Kamala Harris has ended her presidential campaign, becoming the highest-profile Democrat so far to drop out of the race to take on Donald Trump in 2020. With just two months to go until the Iowa caucuses, Harris, 55, said in an email to supporters on Tuesday that her campaign “simply doesn’t have the financial resources we need to continue.” Some observers see the largest chunk of her supporters switching to Elizabeth Warren, followed by Joe Biden. Harris is likely to become a top-tier option for the party’s vice-presidential nomination.
President Trump announced next year's G7 summit will be held at Camp David after briefly planning to host the world leaders at one of his Florida resorts.
New FDA chief nominee Stephen Hahn was approved by a Senate panel and is ready for a confirmation vote by the full chamber.
Approval for banks to serve hemp companies. Federal regulators gave banks the go-ahead to serve industrial hemp customers without any enhanced anti-money laundering reporting requirements. The Federal Reserve, the Federal Deposit Insurance Corp., the Office of the Comptroller of the Currency and the Financial Crimes Enforcement Network said in guidance that banks would no longer have to file suspicious activity reports just because they conduct transactions or other services for hemp-related businesses. Banks had been slow to serve industrial hemp-related businesses despite the cousin to marijuana being removed from federal controlled substance scheduling in the 2018 Farm Bill. There was uncertainty over whether hemp would be subject to the same types of robust reporting requirements as marijuana. Meanwhile, hemp farmers in New York State have taken drastic measures to protect their crops from trespassers and from officials who think they’ve found marijuana. Link to NYT article.
Iowa-owned state diesel vehicles must use at least 20% biodiesel, Iowa Gov. Kim Reynolds said. The executive order covers cars, trucks, snowplows and other vehicles, Link to Des Moines Register article.
As of Dec. 3, USDA/FSA has paid $10.330 billion in MFP2 payments to farmers. The top five states were Iowa, Illinois, Minnesota, Texas, and Kansas.
— Markets. The Dow on Tuesday lost 280.23 points, 1.01%, at 27,502.81. The Nasdaq moved down 47.34 points, 0.55%, at 8,520.64. The S&P 500 fell 20.67 points, 0.66%, at 3,093.20.
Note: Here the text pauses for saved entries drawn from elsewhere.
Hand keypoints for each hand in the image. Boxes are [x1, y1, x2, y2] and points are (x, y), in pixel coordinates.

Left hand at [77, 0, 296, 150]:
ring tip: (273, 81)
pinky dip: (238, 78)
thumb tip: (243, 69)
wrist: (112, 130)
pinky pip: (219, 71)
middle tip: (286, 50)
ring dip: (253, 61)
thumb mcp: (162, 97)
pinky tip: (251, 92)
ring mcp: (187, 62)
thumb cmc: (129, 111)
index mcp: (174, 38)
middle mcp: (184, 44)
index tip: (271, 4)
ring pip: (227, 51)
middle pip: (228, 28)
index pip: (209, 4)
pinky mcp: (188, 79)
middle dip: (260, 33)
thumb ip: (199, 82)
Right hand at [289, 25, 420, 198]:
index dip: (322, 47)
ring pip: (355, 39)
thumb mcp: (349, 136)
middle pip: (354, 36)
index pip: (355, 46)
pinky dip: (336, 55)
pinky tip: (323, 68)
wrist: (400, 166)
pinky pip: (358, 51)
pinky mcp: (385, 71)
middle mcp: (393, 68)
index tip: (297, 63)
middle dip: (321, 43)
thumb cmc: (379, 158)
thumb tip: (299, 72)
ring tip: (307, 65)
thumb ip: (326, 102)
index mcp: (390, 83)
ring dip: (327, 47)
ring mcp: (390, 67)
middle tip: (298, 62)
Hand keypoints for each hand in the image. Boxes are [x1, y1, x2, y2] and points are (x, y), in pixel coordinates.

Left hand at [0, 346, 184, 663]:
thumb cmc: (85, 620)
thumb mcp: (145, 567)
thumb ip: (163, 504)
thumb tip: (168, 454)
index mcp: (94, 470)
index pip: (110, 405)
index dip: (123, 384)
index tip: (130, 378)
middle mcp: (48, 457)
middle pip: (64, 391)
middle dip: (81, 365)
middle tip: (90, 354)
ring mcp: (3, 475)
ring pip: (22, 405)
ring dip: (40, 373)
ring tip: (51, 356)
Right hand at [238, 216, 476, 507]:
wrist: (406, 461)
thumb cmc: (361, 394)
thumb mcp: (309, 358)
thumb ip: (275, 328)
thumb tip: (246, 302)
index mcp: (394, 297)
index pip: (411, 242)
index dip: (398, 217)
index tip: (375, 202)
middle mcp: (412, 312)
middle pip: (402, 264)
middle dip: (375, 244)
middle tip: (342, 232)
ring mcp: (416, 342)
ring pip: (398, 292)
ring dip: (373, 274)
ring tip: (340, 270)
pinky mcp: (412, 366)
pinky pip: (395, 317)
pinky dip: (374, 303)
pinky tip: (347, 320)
Oil prices have been range-bound. U.S. crude has generally stayed between $50 and $60 a barrel in the past six months and is on pace for its best year since 2016 following a sharp selloff late in 2018. Meanwhile, OPEC is set to meet with a 10-nation coalition led by Russia tomorrow and Friday, to debate whether to extend a pact to curb production by 1.2 million barrels a day beyond the agreed end of March 2020. The Iraqi oil minister told reporters that Iraq and other countries would support deepening ongoing production cuts by 400,000 barrels to 1.6 million barrels a day.
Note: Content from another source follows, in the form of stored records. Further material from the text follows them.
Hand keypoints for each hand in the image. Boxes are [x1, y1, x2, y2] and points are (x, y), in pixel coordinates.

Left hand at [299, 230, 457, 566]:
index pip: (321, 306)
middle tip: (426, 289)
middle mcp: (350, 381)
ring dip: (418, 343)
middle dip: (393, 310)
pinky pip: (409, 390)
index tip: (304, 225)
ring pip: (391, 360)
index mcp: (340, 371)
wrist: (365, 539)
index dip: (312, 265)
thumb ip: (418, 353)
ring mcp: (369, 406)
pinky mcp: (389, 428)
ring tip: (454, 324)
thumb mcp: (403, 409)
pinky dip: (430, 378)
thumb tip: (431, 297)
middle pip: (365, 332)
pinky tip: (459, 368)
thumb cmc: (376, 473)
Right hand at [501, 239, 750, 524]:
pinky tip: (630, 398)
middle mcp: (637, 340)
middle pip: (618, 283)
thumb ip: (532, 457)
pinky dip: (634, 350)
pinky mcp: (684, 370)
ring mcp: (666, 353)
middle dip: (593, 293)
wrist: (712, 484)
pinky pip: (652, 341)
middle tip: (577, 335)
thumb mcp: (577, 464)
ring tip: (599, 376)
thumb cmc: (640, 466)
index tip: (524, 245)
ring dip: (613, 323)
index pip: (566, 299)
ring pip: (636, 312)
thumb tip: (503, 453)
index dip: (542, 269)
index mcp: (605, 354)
Europe's economy is looking weak. Service-sector activity softened slightly in November and overall economic activity remained near the lowest level in the past six-and-a-half years. "The survey data are indicating GDP growth of just 0.1% in the fourth quarter, with manufacturing continuing to act as a major drag. Worryingly, the service sector is also on course for its weakest quarterly expansion for five years, hinting strongly that the slowdown continues to spread," said IHS Markit economist Chris Williamson.